Sarà inaugurata domani, 9 marzo, nella Sala Duce di Palazzo Ducale a Sassari la mostra “Storie Sottovoce”, un progetto artistico ideato da Silvia Pazzola e promosso dalla cooperativa sociale Onlus Porta Aperta in collaborazione con il Comune di Sassari. L’iniziativa proseguirà fino al 14 marzo, negli orari di apertura al pubblico della sala (da lunedì a venerdì 10:00-13:00 e 16:00-19:00; sabato solo la mattina), con ingresso libero.

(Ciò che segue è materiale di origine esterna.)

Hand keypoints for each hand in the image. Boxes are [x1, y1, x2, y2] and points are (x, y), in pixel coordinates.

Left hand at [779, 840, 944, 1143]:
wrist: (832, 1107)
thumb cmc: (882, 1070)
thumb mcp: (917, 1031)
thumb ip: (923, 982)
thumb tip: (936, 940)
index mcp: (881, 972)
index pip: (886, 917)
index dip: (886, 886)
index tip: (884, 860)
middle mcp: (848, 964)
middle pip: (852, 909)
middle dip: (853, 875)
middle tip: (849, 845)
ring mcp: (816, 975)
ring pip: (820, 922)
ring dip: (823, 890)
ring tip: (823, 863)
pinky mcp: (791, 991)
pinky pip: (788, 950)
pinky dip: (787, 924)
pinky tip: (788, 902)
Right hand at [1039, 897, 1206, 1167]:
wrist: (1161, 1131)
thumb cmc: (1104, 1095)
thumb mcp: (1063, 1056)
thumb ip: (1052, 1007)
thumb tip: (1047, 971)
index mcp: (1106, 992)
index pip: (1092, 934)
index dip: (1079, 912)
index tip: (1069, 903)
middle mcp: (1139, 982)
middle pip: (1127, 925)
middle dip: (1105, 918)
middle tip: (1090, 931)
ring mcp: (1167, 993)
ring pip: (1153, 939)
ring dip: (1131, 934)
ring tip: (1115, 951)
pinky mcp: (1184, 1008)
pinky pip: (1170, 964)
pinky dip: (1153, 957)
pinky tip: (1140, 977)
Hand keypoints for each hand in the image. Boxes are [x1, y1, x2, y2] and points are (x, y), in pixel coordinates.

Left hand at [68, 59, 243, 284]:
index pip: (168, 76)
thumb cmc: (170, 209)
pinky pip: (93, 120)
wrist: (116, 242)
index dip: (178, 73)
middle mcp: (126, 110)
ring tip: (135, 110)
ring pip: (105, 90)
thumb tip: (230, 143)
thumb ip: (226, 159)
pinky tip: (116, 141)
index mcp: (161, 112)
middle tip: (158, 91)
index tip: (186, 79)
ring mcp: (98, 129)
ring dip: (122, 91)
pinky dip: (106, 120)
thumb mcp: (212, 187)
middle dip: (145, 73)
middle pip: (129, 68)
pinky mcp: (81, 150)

La mostra si inserisce nelle attività di sensibilizzazione del servizio antiviolenza “Progetto Aurora”, gestito da Porta Aperta per il PLUS di Sassari, Porto Torres, Sorso e Stintino, e rientra anche nell’ambito di “Free.Da – Liberə dalla violenza”, un progetto finanziato dalla Fondazione con il Sud attraverso il bando per il contrasto della violenza di genere (II edizione – 2021). Porta Aperta è ente capofila di una rete che coinvolge ANCI Sardegna, il Dipartimento di Scienze Umanistiche e Sociali dell’Università di Sassari, l’Ordine dei Giornalisti della Sardegna, l’associazione NoiDonne 2005, il Movimento Omosessuale Sardo, la cooperativa Edupé e il consorzio Sol.Co Nuoro.
Dietro il titolo “Storie Sottovoce” si cela il lavoro di un’artista che intreccia memoria familiare e ricerca visiva. Silvia Pazzola, nata a Sassari nel 1985 e residente a Stintino, si è formata all’Accademia di Belle Arti “Mario Sironi” di Sassari, dove si è laureata in Scenografia per lo spettacolo nel 2012, e ha completato nel 2024 un master in Post-Photography Visual alla Fondazione Studio Marangoni di Firenze.
Nel suo progetto, Silvia Pazzola restituisce voce e dignità alla memoria femminile, partendo dalla figura di sua nonna. Gli abiti e i piccoli scritti ritrovati, conservati nel tempo e ricuciti dall’artista all’interno della biancheria appartenuta alla nonna, diventano materia di un racconto visivo che mette in dialogo l’intimo e il collettivo. Attraverso questi oggetti, l’artista evoca il desiderio di emancipazione di una donna che aveva sognato una vita diversa da quella che le consuetudini sociali le avevano imposto, offrendo una riflessione più ampia sulla condizione femminile in Sardegna e oltre.
“Storie Sottovoce” è stata già presentata in altre città: a Firenze, presso la Fondazione Studio Marangoni nell’aprile 2025, a Osilo e a Lodine nello stesso anno. La tappa sassarese rappresenta la prima esposizione pubblica in città, dopo una anteprima al Concept Store “Sorè” durante la Giornata contro la violenza sulle donne del novembre 2025, organizzata anch’essa da Porta Aperta all’interno delle attività di “Free.Da – Liberə dalla violenza”.
La mostra propone così un percorso di riflessione sul racconto silenzioso delle donne di ieri e di oggi, intrecciando arte, memoria e impegno sociale in uno spazio aperto alla comunità.